In case you don’t pay attention to arts news, Fire In My Belly has been at the center of a censorship brouhaha. It was being shown at the National Portrait Gallery as part of the exhibition “Hide/Seek: Difference and Desire in American Portraiture,” focusing on the work of gay artists. The late David Wojnarowicz was a particularly outspoken critic of the Catholic church’s response to the AIDS crisis, and his film includes images of ants crawling on a crucifix. The Catholic League and Republican Rep. John Boehner themselves crawled out of the decaying corpse of Jesse Helms, reared up on their jointed legs, waved their antennae, and performed their God-given function of vomiting out bits of partially masticated indignation to be consumed by their hatchlings/adoring public. Faced with this nightmarish vision, Martin Sullivan, director of the Smithsonian's National Portrait Gallery, caved and writhed on the floor like a spineless jelly. Which is to say, the video was removed.

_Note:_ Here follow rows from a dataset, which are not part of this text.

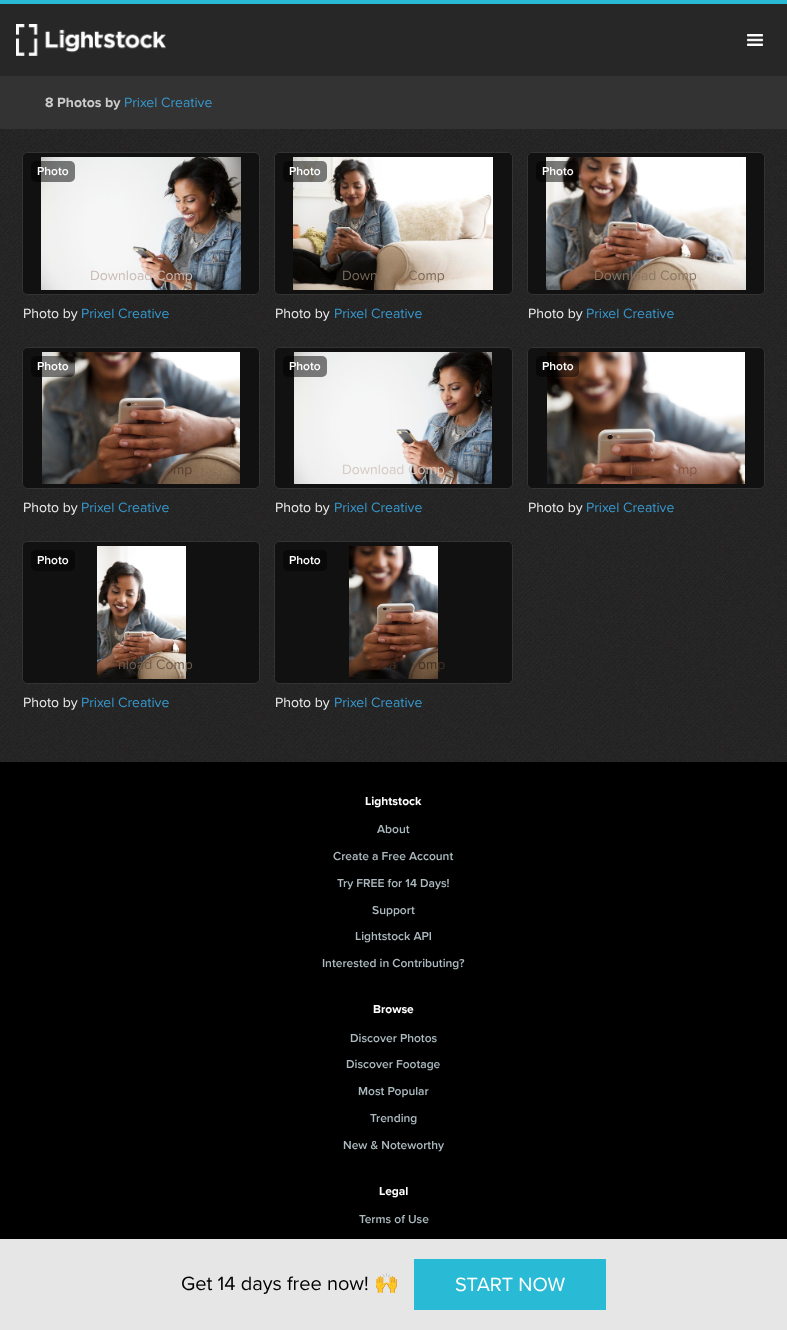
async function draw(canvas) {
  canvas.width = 787
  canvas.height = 1330
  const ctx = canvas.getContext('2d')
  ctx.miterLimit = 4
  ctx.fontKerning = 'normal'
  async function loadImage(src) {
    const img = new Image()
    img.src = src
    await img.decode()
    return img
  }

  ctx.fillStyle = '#fff'
  ctx.fillRect(0, 0, 787, 1330)
  ctx.drawImage(await loadImage('image0.png'), 0, 129, 787, 633)
  ctx.fillStyle = '#272727'
  ctx.fillRect(0, 4, 787, 72)
  ctx.fillStyle = '#29bad5'
  ctx.fillRect(0, 0, 787, 4)
  ctx.drawImage(await loadImage('image1.png'), 16, 24, 150, 32)
  ctx.drawImage(await loadImage('image2.png'), 747, 34, 16, 12)
  ctx.fillStyle = '#333'
  ctx.fillRect(0, 76, 787, 53)
  ctx.font = 'bold 14px Proxima Nova'
  ctx.fillStyle = '#ccc'
  ctx.fillText('8 Photos by', 45, 107)
  ctx.font = '14px Proxima Nova'
  ctx.fillStyle = '#3898cd'
  ctx.fillText('Prixel Creative', 124, 107)
  ctx.beginPath()
  ctx.roundRect(22.5, 152.5, 237, 142, 5.5)
  ctx.strokeStyle = '#333'
  ctx.stroke()
  ctx.fillStyle = '#111'
  ctx.beginPath()
  ctx.roundRect(23, 153, 236, 141, 5)
  ctx.fill()
  ctx.drawImage(await loadImage('image3.png'), 41, 157, 200, 133)
  ctx.beginPath()
  ctx.roundRect(25, 155, 232, 137, 3)
  ctx.strokeStyle = '#111'
  ctx.lineWidth = 4
  ctx.stroke()
  ctx.fillStyle = '#00000080'
  ctx.beginPath()
  ctx.roundRect(31, 161, 44, 21, 5)
  ctx.fill()
  ctx.font = '600 12px Proxima Nova'
  ctx.fillStyle = '#fff'
  ctx.fillText('Photo', 37, 175)
  ctx.font = '14px Proxima Nova'
  ctx.fillStyle = '#c9bab3'
  ctx.fillText('Download Comp', 90, 280)
  ctx.fillStyle = '#eee'
  ctx.fillText('Photo by', 23, 318)
  ctx.fillStyle = '#3898cd'
  ctx.fillText('Prixel Creative', 81, 318)
  ctx.beginPath()
  ctx.roundRect(274.5, 152.5, 238, 142, 5.5)
  ctx.strokeStyle = '#333'
  ctx.lineWidth = 1
  ctx.stroke()
  ctx.fillStyle = '#111'
  ctx.beginPath()
  ctx.roundRect(275, 153, 237, 141, 5)
  ctx.fill()
  ctx.drawImage(await loadImage('image4.png'), 293, 157, 200, 133)
  ctx.beginPath()
  ctx.roundRect(277, 155, 233, 137, 3)
  ctx.strokeStyle = '#111'
  ctx.lineWidth = 4
  ctx.stroke()
  ctx.fillStyle = '#00000080'
  ctx.beginPath()
  ctx.roundRect(283, 161, 44, 21, 5)
  ctx.fill()
  ctx.font = '600 12px Proxima Nova'
  ctx.fillStyle = '#fff'
  ctx.fillText('Photo', 289, 175)
  ctx.font = '14px Proxima Nova'
  ctx.fillStyle = '#7a6a5a'
  ctx.fillText('Down', 342, 280)
  ctx.fillText('Comp', 408, 280)
  ctx.fillStyle = '#eee'
  ctx.fillText('Photo by', 275, 318)
  ctx.fillStyle = '#3898cd'
  ctx.fillText('Prixel Creative', 334, 318)
  ctx.beginPath()
  ctx.roundRect(527.5, 152.5, 237, 142, 5.5)
  ctx.strokeStyle = '#333'
  ctx.lineWidth = 1
  ctx.stroke()
  ctx.fillStyle = '#111'
  ctx.beginPath()
  ctx.roundRect(528, 153, 236, 141, 5)
  ctx.fill()
  ctx.drawImage(await loadImage('image5.png'), 546, 157, 200, 133)
  ctx.beginPath()
  ctx.roundRect(530, 155, 232, 137, 3)
  ctx.strokeStyle = '#111'
  ctx.lineWidth = 4
  ctx.stroke()
  ctx.fillStyle = '#00000080'
  ctx.beginPath()
  ctx.roundRect(536, 161, 43, 21, 5)
  ctx.fill()
  ctx.font = '600 12px Proxima Nova'
  ctx.fillStyle = '#fff'
  ctx.fillText('Photo', 542, 175)
  ctx.font = '14px Proxima Nova'
  ctx.fillStyle = '#8a7663'
  ctx.fillText('Download Comp', 594, 280)
  ctx.fillStyle = '#eee'
  ctx.fillText('Photo by', 528, 318)
  ctx.fillStyle = '#3898cd'
  ctx.fillText('Prixel Creative', 586, 318)
  ctx.beginPath()
  ctx.roundRect(22.5, 347.5, 237, 141, 5.5)
  ctx.strokeStyle = '#333'
  ctx.lineWidth = 1
  ctx.stroke()
  ctx.fillStyle = '#111'
  ctx.beginPath()
  ctx.roundRect(23, 348, 236, 140, 5)
  ctx.fill()
  ctx.drawImage(await loadImage('image6.png'), 42, 352, 198, 132)
  ctx.beginPath()
  ctx.roundRect(25, 350, 232, 136, 3)
  ctx.strokeStyle = '#111'
  ctx.lineWidth = 4
  ctx.stroke()
  ctx.fillStyle = '#00000080'
  ctx.beginPath()
  ctx.roundRect(31, 356, 44, 21, 5)
  ctx.fill()
  ctx.font = '600 12px Proxima Nova'
  ctx.fillStyle = '#fff'
  ctx.fillText('Photo', 37, 370)
  ctx.font = '14px Proxima Nova'
  ctx.fillStyle = '#5a3e2e'
  ctx.fillText('mp', 173, 474)
  ctx.fillStyle = '#eee'
  ctx.fillText('Photo by', 23, 512)
  ctx.fillStyle = '#3898cd'
  ctx.fillText('Prixel Creative', 81, 512)
  ctx.beginPath()
  ctx.roundRect(274.5, 347.5, 238, 141, 5.5)
  ctx.strokeStyle = '#333'
  ctx.lineWidth = 1
  ctx.stroke()
  ctx.fillStyle = '#111'
  ctx.beginPath()
  ctx.roundRect(275, 348, 237, 140, 5)
  ctx.fill()
  ctx.drawImage(await loadImage('image7.png'), 294, 352, 198, 132)
  ctx.beginPath()
  ctx.roundRect(277, 350, 233, 136, 3)
  ctx.strokeStyle = '#111'
  ctx.lineWidth = 4
  ctx.stroke()
  ctx.fillStyle = '#00000080'
  ctx.beginPath()
  ctx.roundRect(283, 356, 44, 21, 5)
  ctx.fill()
  ctx.font = '600 12px Proxima Nova'
  ctx.fillStyle = '#fff'
  ctx.fillText('Photo', 289, 370)
  ctx.font = '14px Proxima Nova'
  ctx.fillStyle = '#d4c9c3'
  ctx.fillText('Download Comp', 342, 474)
  ctx.fillStyle = '#eee'
  ctx.fillText('Photo by', 275, 512)
  ctx.fillStyle = '#3898cd'
  ctx.fillText('Prixel Creative', 334, 512)
  ctx.beginPath()
  ctx.roundRect(527.5, 347.5, 237, 141, 5.5)
  ctx.strokeStyle = '#333'
  ctx.lineWidth = 1
  ctx.stroke()
  ctx.fillStyle = '#111'
  ctx.beginPath()
  ctx.roundRect(528, 348, 236, 140, 5)
  ctx.fill()
  ctx.drawImage(await loadImage('image8.png'), 547, 352, 198, 132)
  ctx.beginPath()
  ctx.roundRect(530, 350, 232, 136, 3)
  ctx.strokeStyle = '#111'
  ctx.lineWidth = 4
  ctx.stroke()
  ctx.fillStyle = '#00000080'
  ctx.beginPath()
  ctx.roundRect(536, 356, 43, 21, 5)
  ctx.fill()
  ctx.font = '600 12px Proxima Nova'
  ctx.fillStyle = '#fff'
  ctx.fillText('Photo', 542, 370)
  ctx.font = '14px Proxima Nova'
  ctx.fillStyle = '#8a5743'
  ctx.fillText('l', 630, 474)
  ctx.fillText('mp', 678, 474)
  ctx.fillStyle = '#eee'
  ctx.fillText('Photo by', 528, 512)
  ctx.fillStyle = '#3898cd'
  ctx.fillText('Prixel Creative', 586, 512)
  ctx.beginPath()
  ctx.roundRect(22.5, 541.5, 237, 142, 5.5)
  ctx.strokeStyle = '#333'
  ctx.lineWidth = 1
  ctx.stroke()
  ctx.fillStyle = '#111'
  ctx.beginPath()
  ctx.roundRect(23, 542, 236, 141, 5)
  ctx.fill()
  ctx.drawImage(await loadImage('image9.png'), 97, 546, 89, 133)
  ctx.beginPath()
  ctx.roundRect(25, 544, 232, 137, 3)
  ctx.strokeStyle = '#111'
  ctx.lineWidth = 4
  ctx.stroke()
  ctx.fillStyle = '#090909'
  ctx.beginPath()
  ctx.roundRect(31, 550, 44, 21, 5)
  ctx.fill()
  ctx.font = '600 12px Proxima Nova'
  ctx.fillStyle = '#fff'
  ctx.fillText('Photo', 37, 564)
  ctx.font = '14px Proxima Nova'
  ctx.fillStyle = '#6e5a4a'
  ctx.fillText('nload Comp', 118, 669)
  ctx.fillStyle = '#eee'
  ctx.fillText('Photo by', 23, 707)
  ctx.fillStyle = '#3898cd'
  ctx.fillText('Prixel Creative', 81, 707)
  ctx.beginPath()
  ctx.roundRect(274.5, 541.5, 238, 142, 5.5)
  ctx.strokeStyle = '#333'
  ctx.lineWidth = 1
  ctx.stroke()
  ctx.fillStyle = '#111'
  ctx.beginPath()
  ctx.roundRect(275, 542, 237, 141, 5)
  ctx.fill()
  ctx.drawImage(await loadImage('image10.png'), 349, 546, 89, 133)
  ctx.beginPath()
  ctx.roundRect(277, 544, 233, 137, 3)
  ctx.strokeStyle = '#111'
  ctx.lineWidth = 4
  ctx.stroke()
  ctx.fillStyle = '#090909'
  ctx.beginPath()
  ctx.roundRect(283, 550, 44, 21, 5)
  ctx.fill()
  ctx.font = '600 12px Proxima Nova'
  ctx.fillStyle = '#fff'
  ctx.fillText('Photo', 289, 564)
  ctx.font = '14px Proxima Nova'
  ctx.fillStyle = '#432f23'
  ctx.fillText('a', 389, 669)
  ctx.fillText('omp', 418, 669)
  ctx.fillStyle = '#eee'
  ctx.fillText('Photo by', 275, 707)
  ctx.fillStyle = '#3898cd'
  ctx.fillText('Prixel Creative', 334, 707)
  ctx.fillStyle = '#000'
  ctx.fillRect(0, 762, 787, 568)
  ctx.font = 'bold 12px Proxima Nova'
  ctx.fillStyle = '#fff'
  ctx.fillText('Lightstock', 365, 805)
  ctx.font = '600 12px Proxima Nova'
  ctx.fillStyle = '#acbabf'
  ctx.fillText('About', 377, 833)
  ctx.fillText('Create a Free Account', 333, 860)
  ctx.fillText('Try FREE for 14 Days!', 337, 887)
  ctx.fillText('Support', 372, 914)
  ctx.fillText('Lightstock API', 355, 940)
  ctx.fillText('Interested in Contributing?', 322, 967)
  ctx.font = 'bold 12px Proxima Nova'
  ctx.fillStyle = '#fff'
  ctx.fillText('Browse', 373, 1013)
  ctx.font = '600 12px Proxima Nova'
  ctx.fillStyle = '#acbabf'
  ctx.fillText('Discover Photos', 350, 1042)
  ctx.fillText('Discover Footage', 346, 1068)
  ctx.fillText('Most Popular', 358, 1095)
  ctx.fillText('Trending', 370, 1122)
  ctx.fillText('New & Noteworthy', 343, 1149)
  ctx.font = 'bold 12px Proxima Nova'
  ctx.fillStyle = '#fff'
  ctx.fillText('Legal', 379, 1195)
  ctx.font = '600 12px Proxima Nova'
  ctx.fillStyle = '#acbabf'
  ctx.fillText('Terms of Use', 359, 1223)
  ctx.fillStyle = '#ffffffe6'
  ctx.fillRect(0, 1239, 787, 91)
  ctx.font = '20px Proxima Nova'
  ctx.fillStyle = '#000'
  ctx.fillText('Get 14 days free now!', 181, 1290)
  ctx.font = '20px Noto Color Emoji'
  ctx.fillText('🙌', 374, 1290)
  ctx.fillStyle = '#29bad5'
  ctx.fillRect(414, 1259, 192, 51)
  ctx.font = '20px Proxima Nova'
  ctx.fillStyle = '#fff'
  ctx.fillText('START NOW', 455, 1291)
}

draw(document.querySelector('canvas'))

Subsequently, in a probably hopeless but nonetheless laudatory effort to beat the devil, or at least shame the abject functionaries, museums around the country have been showing the film. One of those screening it is the Smart Museum of the University of Chicago, just a couple of blocks from my home. The Museum was showing two different “versions” of the silent film—a 13-minute unfinished cut, and a seven-minute excerpt that was only discovered posthumously. So I went to check them both out on the big screen (the film in various forms can also be seen on the Internet of course).
The big screen turns out to have been an important part of the experience. When I came out, the gallery attendant commented that I looked shocked. I smiled queasily. “No,” I said. “It’s just the hand-held camera. It makes me nauseous.” And other than that, I was mostly indifferent. The 13-minute version in particular was underwhelming. No ant-covered crucifixes here: instead, this was simply a collage of more-or-less interesting scenes from Wojnarowicz’s trip to Mexico. A boy in the street blowing fire, some circus performers, sugar skulls, Aztec carvings, a cock fight inevitably juxtaposed with a wrestling match. Or, in other words —look! Exotic Mexicans! They are colorful and alien, entertaining and slightly ominous! Also (the wall text helpfully informed me) they are spiritual.
The seven-minute excerpt (or an edited version thereof) was the bit they showed at the portrait gallery to stir up all the ruckus—and it was certainly punchier. The images from Mexico were intercut with Wojnarowicz sewing together a piece of bread, sewing together his lips, disrobing under strobe lights and showing us his penis—and also, of course, with the infamous crucifix and ants. This is the highlight of the film; the critters crawling about on miniature Jesus look enormous, and viscerally disturbing. But the crucifixion is supposed to be disturbing, surely—the effect here isn’t so much blasphemous as oddly reverent, the ants emphasizing Jesus’ vulnerability and humanity. Wojnarowicz doesn’t seem to be indicting Jesus so much as identifying with him, especially when we watch him thread a bloody needle through his own lips.
Of course, identifying with Jesus is in some ways even more charged than attacking him. I suspect the Catholic League considers it sacrilegious for a gay man to link his own persecution and suffering to that of Christ. Wojnarowicz is clearly playing on that. He’s trying to shake people up—and to speak out against the church, as his sometimes collaborator James Romberger noted in a post on the blog I edit.
All of which ends up being more interesting in theory than in execution. I mean, I can certainly appreciate the irony of Wojnarowicz’s bloody silencing in the context of the recent censorship. But sewing your lips together as a metaphor for the AIDS crisis? It just seems kind of obvious.
There’s something pretty blatant about being nailed to a cross too, of course. Religion has an aesthetic element, but it plays by somewhat different rules. Wojnarowicz is trying to express a spiritual desire and a spiritual disgust in the face of personal and communal tragedy, grief, and anger. I can appreciate that on some level—but mostly I look at it and what I see is ethnic appropriation, clichés, and some moderately interesting images.
On the other hand, Boehner looks at it (or hears about it) and sees an insupportable attack on his faith. And I can’t help but think that Wojnarowicz would in some sense be happier with Boehner’s reaction than with mine. The censors, after all, are acknowledging almost despite themselves that Fire In My Belly has something devastating to say about art and religion. Whereas for me, it just makes me a little sea-sick.